Further, the front rocker arm and the rear rocker arm are the same in structure and respectively comprise: the two rocker arm side plates, the rocker arm connecting plate and the limiting reinforcing aluminum pipe are arranged on the rocker arm side plate;

furthermore, the two rocker arm side plates are connected through a rocker arm connecting plate to form a rocker arm main body;

furthermore, a limiting reinforcing aluminum pipe is arranged between the two rocker arm side plates;

further, the limiting reinforcing aluminum pipe is located beside the motor.

Further, the spring connecting the front rocker arm and the rear rocker arm is a gas spring with damping.

The present invention also provides a method of making,

the working principle of the invention is as follows:

the independent suspension systems on two sides are symmetrically installed and are in parallel connection, and can independently move.

The initial installation state of the damping system is that the spring connecting the front rocker arm and the rear rocker arm is in a state with a certain compression amount, the spring connecting the front rocker arm and the rear rocker arm can extend or continue to be compressed, and the spring connecting the front rocker arm and the rear rocker arm is in an uncompressed state or a tensioned undeformed state. The front Mecanum wheel set and the rear Mecanum wheel set on the same side transmit force through springs connected with the front rocker arm and the rear rocker arm, so that the shock absorbers of the front wheel and the rear wheel can rapidly respond to pressure changes of the front wheel and the rear wheel, when any one wheel causes pressure changes of the wheel to the ground due to special terrain changes, the other wheel on the same side can rapidly adapt to the changes, and meanwhile, pressure changes of the shock absorption system on one side can also cause self-adaptation adjustment of the shock absorption system on the other. Under the condition that a spring connecting the front rocker arm and the rear rocker arm is not compressed, the stroke of the front wheel and the rear wheel is equal distance a, the overall stroke of the single-side suspension system is 2a, the other-side suspension system generates a corresponding adjusting force according to the pressure change condition, the stroke of the other-side suspension system is 2b, and the values of a and b are located in the same interval. Under the condition that the springs connecting the front rocker arm and the rear rocker arm are compressed, the stroke of the wheel on one side with large pressure is large, the stroke of the wheel on the other side is small, and the stress of the unilateral damping system is balanced.
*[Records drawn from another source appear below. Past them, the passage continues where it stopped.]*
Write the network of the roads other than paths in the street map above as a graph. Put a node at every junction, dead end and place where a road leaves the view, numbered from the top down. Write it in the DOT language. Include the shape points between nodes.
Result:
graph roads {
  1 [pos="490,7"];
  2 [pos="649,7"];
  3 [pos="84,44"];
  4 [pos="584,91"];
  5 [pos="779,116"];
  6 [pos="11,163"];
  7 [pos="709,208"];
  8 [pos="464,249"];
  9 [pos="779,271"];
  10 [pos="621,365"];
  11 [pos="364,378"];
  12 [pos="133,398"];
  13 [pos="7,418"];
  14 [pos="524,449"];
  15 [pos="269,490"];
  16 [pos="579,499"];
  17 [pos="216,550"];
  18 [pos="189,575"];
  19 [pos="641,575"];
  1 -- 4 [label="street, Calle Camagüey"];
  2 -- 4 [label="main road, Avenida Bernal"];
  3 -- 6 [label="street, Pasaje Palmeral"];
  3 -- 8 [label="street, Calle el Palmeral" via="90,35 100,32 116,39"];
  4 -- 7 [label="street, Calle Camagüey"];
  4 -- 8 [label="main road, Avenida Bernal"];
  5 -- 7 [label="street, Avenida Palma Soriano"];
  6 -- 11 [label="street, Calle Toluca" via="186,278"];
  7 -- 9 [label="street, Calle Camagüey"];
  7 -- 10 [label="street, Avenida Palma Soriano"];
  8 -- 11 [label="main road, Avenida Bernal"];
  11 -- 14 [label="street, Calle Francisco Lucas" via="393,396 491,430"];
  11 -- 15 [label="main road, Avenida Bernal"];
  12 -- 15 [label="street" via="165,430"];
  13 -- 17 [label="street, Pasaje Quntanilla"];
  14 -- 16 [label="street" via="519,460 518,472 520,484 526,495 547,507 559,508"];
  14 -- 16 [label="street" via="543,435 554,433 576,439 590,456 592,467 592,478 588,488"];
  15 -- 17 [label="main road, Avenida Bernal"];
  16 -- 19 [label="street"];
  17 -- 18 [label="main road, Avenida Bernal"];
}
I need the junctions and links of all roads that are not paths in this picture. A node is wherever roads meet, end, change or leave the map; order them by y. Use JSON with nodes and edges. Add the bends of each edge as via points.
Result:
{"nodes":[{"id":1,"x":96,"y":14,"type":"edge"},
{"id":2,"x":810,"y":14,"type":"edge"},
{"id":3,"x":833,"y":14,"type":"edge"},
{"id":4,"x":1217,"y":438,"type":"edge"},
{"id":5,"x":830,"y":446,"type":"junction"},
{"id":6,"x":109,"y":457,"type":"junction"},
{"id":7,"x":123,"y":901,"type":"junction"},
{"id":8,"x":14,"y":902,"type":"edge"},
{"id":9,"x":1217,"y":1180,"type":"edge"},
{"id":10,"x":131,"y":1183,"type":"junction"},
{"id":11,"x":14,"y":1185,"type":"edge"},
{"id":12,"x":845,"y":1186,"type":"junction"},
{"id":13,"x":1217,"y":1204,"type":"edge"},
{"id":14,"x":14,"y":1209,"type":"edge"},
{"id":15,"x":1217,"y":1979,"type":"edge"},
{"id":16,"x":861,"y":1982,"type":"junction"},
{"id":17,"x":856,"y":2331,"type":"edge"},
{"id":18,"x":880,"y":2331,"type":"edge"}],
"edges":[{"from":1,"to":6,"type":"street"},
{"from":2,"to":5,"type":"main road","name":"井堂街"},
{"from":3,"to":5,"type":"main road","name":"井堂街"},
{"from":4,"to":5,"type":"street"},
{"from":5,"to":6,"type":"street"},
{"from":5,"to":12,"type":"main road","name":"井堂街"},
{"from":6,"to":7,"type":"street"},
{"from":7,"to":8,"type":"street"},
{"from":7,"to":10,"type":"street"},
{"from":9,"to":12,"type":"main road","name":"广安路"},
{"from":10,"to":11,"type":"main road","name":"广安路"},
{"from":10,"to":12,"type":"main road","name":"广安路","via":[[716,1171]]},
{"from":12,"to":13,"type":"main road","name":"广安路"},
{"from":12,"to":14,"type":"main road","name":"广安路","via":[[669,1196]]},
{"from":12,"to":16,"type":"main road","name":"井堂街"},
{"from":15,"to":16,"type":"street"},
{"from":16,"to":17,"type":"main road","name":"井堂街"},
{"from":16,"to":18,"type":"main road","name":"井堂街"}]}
Under different working conditions, the invention embodies different adaptive effects:

working condition 1: when the vehicle body moves transversely, due to the characteristics of Mecanum wheels, the front wheels and the rear wheels can be subjected to equal and large reverse forces to generate a pair of moments on the rocker arms, and the moments can not appear when moving back and forth, so that the stress of the rocker arms is not uniform when the rocker arms move in different directions;

working condition 2: when the chassis moves back and forth, and the difference between the adhesive force of the front wheel and the adhesive force of the rear wheel is suddenly increased, the two ends of the spring connecting the front rocker arm and the rear rocker arm are stressed differently and move relative to the chassis frame, and the movement result is to press down the end with smaller adhesive force so as to balance the adhesive force of the front wheel and the rear wheel. When the difference of the adhesive force is extreme, compared with the following step or the step which is inclined downwards, one wheel is suspended, the adhesive force is 0, the other wheel is lifted up by the ground supporting force to drive the spring which is connected with the front rocker arm and the rear rocker arm to move, the spring which is connected with the front rocker arm and the rear rocker arm presses down the suspended wheel, the wheel contacts the ground in advance, and the response speed of the wheel to the terrain change is accelerated; in the process, the suspension time of the half chassis frame is shorter than that of other types of suspensions, the buffering time is increased, and the impact force applied to the vehicle body when the vehicle body falls to the ground is small;

working condition 3: when a single wheel passes through an obstacle, the rocker arm connected with the wheel is lifted, the damping spring is compressed, the spring connected with the front rocker arm and the rear rocker arm presses the rocker arm of the other wheel, the damping springs of the front wheel and the rear wheel and the spring connected with the front rocker arm and the rear rocker arm participate in the damping process at the same time, and meanwhile, the suspension system on the other side also adjusts the pressure change, so that the inclination angle of the chassis generated by the obstacle is smaller;

working condition 4: when chassis pressure sharply increases, the common condition is the impact of falling to the ground, if the four-wheel lands no pressure difference simultaneously, spring damper compresses simultaneously with the spring of connecting the front and back rocking arm, can absorb more energy, very big reduction car body other parts's impact, if the non-four-wheel lands simultaneously, then can understand operating mode 2, adjusts with operating mode 2, absorbs most energy simultaneously.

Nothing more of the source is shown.